◆ Supplied data:

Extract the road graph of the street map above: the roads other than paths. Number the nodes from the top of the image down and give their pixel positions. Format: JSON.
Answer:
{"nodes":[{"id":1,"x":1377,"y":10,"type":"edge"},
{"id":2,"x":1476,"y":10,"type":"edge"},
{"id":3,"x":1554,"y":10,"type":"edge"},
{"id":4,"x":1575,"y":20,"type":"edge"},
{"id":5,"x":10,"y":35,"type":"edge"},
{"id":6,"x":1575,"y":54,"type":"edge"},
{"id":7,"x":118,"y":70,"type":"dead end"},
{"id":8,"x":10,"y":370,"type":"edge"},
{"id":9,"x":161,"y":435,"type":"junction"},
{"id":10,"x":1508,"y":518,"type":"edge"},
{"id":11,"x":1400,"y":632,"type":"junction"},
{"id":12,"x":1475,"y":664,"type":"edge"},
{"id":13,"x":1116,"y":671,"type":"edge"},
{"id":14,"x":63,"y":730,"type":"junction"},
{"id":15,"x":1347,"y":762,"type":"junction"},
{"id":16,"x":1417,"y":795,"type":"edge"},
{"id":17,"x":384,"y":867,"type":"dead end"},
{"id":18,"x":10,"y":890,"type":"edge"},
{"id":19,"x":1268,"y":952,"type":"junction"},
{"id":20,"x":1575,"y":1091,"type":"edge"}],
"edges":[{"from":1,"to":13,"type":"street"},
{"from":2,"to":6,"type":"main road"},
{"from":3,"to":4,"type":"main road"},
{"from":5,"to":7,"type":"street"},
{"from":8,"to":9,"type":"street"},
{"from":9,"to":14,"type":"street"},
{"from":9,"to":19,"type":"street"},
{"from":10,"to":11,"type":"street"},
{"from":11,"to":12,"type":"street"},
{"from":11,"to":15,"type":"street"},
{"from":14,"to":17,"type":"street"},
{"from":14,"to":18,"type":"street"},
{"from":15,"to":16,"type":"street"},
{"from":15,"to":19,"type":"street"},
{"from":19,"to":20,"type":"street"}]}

◆ Try it: An exact copy of every record is what the answer must contain.

◆ Solution:
Extract the road graph of the street map above: the roads other than paths. Number the nodes from the top of the image down and give their pixel positions. Format: JSON.
Answer:
{"nodes":[{"id":1,"x":1377,"y":10,"type":"edge"},
{"id":2,"x":1476,"y":10,"type":"edge"},
{"id":3,"x":1554,"y":10,"type":"edge"},
{"id":4,"x":1575,"y":20,"type":"edge"},
{"id":5,"x":10,"y":35,"type":"edge"},
{"id":6,"x":1575,"y":54,"type":"edge"},
{"id":7,"x":118,"y":70,"type":"dead end"},
{"id":8,"x":10,"y":370,"type":"edge"},
{"id":9,"x":161,"y":435,"type":"junction"},
{"id":10,"x":1508,"y":518,"type":"edge"},
{"id":11,"x":1400,"y":632,"type":"junction"},
{"id":12,"x":1475,"y":664,"type":"edge"},
{"id":13,"x":1116,"y":671,"type":"edge"},
{"id":14,"x":63,"y":730,"type":"junction"},
{"id":15,"x":1347,"y":762,"type":"junction"},
{"id":16,"x":1417,"y":795,"type":"edge"},
{"id":17,"x":384,"y":867,"type":"dead end"},
{"id":18,"x":10,"y":890,"type":"edge"},
{"id":19,"x":1268,"y":952,"type":"junction"},
{"id":20,"x":1575,"y":1091,"type":"edge"}],
"edges":[{"from":1,"to":13,"type":"street"},
{"from":2,"to":6,"type":"main road"},
{"from":3,"to":4,"type":"main road"},
{"from":5,"to":7,"type":"street"},
{"from":8,"to":9,"type":"street"},
{"from":9,"to":14,"type":"street"},
{"from":9,"to":19,"type":"street"},
{"from":10,"to":11,"type":"street"},
{"from":11,"to":12,"type":"street"},
{"from":11,"to":15,"type":"street"},
{"from":14,"to":17,"type":"street"},
{"from":14,"to":18,"type":"street"},
{"from":15,"to":16,"type":"street"},
{"from":15,"to":19,"type":"street"},
{"from":19,"to":20,"type":"street"}]}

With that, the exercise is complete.